B1CE912 - B1CE912 Left Footwell Light Drive Circuit Short to Power Fault

Deep Definition of DTC B1CE912: Short to Supply in the Left Step Light Drive Circuit

DTC code B1CE912 is defined in the vehicle diagnostic system as "Left Step Light Drive Circuit Short to Supply". This code belongs to a specific control unit error within the Body Electrical Architecture, primarily involving the energy management logic of the left-side lighting system. In this system context, "Drive Circuit" refers to the electronic power stage pathway that controls the brightness of the Left Step Light, while "Short to Supply" specifically denotes an uncontrolled electrical connection between the load terminal and the Battery Positive Power Supply Rail during a non-conducting state.

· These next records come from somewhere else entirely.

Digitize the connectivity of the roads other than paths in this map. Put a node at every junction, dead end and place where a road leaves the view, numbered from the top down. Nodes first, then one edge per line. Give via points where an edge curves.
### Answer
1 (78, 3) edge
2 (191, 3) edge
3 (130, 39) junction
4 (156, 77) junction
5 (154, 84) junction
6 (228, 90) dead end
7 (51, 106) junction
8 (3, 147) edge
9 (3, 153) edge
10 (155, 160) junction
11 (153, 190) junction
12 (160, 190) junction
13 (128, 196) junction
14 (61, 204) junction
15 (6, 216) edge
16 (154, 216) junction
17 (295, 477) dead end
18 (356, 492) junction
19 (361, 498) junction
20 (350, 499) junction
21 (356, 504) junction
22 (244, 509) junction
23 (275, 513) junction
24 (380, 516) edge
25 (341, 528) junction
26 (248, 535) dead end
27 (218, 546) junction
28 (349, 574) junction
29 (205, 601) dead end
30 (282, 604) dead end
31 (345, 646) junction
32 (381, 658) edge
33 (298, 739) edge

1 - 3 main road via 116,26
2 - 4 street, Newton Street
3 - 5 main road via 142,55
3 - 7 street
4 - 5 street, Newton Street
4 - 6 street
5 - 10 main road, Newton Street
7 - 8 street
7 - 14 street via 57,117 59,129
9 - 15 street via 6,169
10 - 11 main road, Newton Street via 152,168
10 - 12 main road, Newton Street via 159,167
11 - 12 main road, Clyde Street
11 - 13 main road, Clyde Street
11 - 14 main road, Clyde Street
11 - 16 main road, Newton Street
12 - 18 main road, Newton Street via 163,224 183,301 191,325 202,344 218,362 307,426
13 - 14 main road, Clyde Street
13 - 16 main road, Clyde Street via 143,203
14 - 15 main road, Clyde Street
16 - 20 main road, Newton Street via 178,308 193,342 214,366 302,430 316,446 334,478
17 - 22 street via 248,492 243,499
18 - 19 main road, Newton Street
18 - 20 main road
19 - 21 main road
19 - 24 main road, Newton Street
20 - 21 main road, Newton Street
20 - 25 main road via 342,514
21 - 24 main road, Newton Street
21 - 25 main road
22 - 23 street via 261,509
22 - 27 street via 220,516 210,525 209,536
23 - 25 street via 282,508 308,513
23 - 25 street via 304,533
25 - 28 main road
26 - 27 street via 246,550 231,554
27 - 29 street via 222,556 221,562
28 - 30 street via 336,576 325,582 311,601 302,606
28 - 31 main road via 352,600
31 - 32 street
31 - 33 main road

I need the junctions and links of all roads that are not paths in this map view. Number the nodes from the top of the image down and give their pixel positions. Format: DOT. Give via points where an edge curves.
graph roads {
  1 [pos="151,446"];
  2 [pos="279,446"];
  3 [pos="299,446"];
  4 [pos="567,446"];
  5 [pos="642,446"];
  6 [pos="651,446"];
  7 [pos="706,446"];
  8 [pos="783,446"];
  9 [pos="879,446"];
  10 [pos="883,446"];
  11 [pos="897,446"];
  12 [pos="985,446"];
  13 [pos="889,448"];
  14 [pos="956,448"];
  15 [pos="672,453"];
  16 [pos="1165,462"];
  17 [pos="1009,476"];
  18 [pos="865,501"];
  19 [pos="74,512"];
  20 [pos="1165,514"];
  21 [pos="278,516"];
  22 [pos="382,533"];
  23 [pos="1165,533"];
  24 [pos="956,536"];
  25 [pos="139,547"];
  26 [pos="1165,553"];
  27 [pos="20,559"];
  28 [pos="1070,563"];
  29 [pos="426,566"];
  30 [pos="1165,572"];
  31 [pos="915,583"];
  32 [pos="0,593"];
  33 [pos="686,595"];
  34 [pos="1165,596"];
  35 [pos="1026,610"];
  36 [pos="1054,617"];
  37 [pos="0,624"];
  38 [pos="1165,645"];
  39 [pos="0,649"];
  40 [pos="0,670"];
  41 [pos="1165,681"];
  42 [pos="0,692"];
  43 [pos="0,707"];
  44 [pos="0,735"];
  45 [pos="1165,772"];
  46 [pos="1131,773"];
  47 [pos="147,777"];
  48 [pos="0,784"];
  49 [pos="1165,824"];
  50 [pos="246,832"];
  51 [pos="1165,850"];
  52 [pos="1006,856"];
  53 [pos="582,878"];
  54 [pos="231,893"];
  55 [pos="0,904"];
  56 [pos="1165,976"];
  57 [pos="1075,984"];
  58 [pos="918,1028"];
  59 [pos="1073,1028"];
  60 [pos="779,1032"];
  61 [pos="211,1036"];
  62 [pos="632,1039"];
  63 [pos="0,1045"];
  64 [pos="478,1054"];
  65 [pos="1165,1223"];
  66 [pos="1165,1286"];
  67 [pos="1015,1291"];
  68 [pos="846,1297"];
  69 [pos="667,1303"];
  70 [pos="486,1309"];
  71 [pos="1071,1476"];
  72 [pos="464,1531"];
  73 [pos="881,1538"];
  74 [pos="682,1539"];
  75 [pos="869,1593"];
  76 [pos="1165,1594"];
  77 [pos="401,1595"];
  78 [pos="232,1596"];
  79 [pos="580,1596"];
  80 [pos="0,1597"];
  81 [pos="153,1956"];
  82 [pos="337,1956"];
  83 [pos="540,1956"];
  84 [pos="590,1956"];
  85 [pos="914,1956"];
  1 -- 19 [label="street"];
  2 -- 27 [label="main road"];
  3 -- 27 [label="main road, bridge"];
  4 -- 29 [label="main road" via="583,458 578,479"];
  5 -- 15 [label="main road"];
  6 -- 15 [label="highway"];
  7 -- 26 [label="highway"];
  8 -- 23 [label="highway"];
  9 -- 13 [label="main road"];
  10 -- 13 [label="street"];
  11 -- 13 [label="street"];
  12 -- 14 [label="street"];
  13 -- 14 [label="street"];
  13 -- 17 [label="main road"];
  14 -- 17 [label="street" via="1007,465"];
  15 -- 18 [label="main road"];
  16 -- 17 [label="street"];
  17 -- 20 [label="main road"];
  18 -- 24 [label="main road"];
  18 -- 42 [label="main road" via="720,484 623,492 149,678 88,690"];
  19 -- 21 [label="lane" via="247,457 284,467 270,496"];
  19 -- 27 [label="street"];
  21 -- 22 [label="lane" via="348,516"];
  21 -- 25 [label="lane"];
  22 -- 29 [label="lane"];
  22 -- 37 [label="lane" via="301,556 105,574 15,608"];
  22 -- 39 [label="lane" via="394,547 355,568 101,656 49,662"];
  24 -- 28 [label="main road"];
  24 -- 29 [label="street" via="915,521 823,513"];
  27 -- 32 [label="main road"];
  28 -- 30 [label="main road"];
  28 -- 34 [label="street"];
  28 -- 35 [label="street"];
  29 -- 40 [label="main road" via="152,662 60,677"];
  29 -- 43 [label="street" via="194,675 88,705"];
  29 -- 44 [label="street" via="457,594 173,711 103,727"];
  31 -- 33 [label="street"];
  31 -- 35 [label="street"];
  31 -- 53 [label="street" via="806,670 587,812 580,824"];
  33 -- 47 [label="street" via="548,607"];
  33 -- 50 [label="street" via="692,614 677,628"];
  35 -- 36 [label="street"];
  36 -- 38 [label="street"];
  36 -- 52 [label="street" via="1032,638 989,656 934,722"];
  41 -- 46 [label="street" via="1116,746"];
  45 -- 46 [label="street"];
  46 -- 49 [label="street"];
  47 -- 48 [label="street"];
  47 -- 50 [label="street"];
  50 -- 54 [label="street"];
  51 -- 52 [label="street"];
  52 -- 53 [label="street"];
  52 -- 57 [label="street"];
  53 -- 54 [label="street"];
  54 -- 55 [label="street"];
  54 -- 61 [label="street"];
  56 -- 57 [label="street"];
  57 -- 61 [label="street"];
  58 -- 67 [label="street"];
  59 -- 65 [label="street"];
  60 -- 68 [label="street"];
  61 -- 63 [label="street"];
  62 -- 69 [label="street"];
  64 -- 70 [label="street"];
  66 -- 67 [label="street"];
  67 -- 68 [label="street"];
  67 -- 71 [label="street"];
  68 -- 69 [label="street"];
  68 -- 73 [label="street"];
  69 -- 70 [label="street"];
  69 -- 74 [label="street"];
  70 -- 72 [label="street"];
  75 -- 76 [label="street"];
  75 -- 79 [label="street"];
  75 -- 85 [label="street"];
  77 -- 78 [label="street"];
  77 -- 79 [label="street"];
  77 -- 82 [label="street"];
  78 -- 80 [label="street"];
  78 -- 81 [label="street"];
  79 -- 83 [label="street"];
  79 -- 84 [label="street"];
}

This DTC reflects an abnormal electrical loop condition detected by the Body Domain Controller. Under normal conditions, the drive circuit manages lighting by controlling the on/off state of the ground path; when current is detected to return directly to the power terminal without passing through the load, or when the drive signal fails to cut off the power loop, the system classifies this as a High-Impedance Failure Mode (Short to Supply). This typically implies loss of hardware insulation or severe deviation in control logic.

Common Fault Symptoms

During vehicle operation, the following driving experience or instrument feedback characteristics indicate that DTC B1CE912 has been activated:

• Left Step Light Stay-On: Regardless of driver instruction to turn off lights or entering sleep mode, the left-side threshold and foot area illumination fixtures remain continuously lit, unable to respond to OFF signals.
• Abnormal Energy Consumption Indication: Due to the circuit being in a non-operational short-to-supply state, the total vehicle electrical load increases, which may manifest as faster battery drain or relevant electrical warning lights appearing on the instrument cluster.
• Control Logic Failure Feedback: When the driver attempts to adjust light brightness via physical switch or software control, the system is unable to execute the "OFF" action, and the light remains in a constant high-output state.

Core Fault Cause Analysis

Addressing B1CE912 fault phenomena requires principle-based troubleshooting and analysis of potential roots from the following three dimensions:

• Hardware Components (Left Step Light): Structural failure inside the Left Step Light assembly is one of the main causes of the short circuit. Specifically, this manifests as breakdown of the encapsulation insulation layer inside the light source (e.g., LED chip), or direct conduction formed between the positive and negative electrodes of the lamp bead within the light fixture. When a damaged light causes a short to supply, current will no longer be limited by the drive circuit, directly forming a return loop.
• Wiring/Harness/Connector Faults: Physical insulation failure appears in the wiring harness or related connectors connecting the Left Step Light. For example, abrasion of the wire harness outer sheath causing a short between the positive line and ground line; or in a long-term vibration environment, connector pin withdrawal or deformation of connector terminal metal sheets resulting in poor contact, creating parasitic conduction paths between originally isolated high voltage potential and ground potential.
• Controller Faults (Left Domain Controller): Anomaly occurs within the logic computation unit or output stage chip responsible for driving the Left Step Light inside the Left Domain Controller. When the PWM (Pulse Width Modulation) output pin of the controller loses switching capability due to internal component breakdown, or control logic judgment is erroneous, it may cause the drive signal to be forcibly locked at a high-level state, directly connecting the circuit end to the power side.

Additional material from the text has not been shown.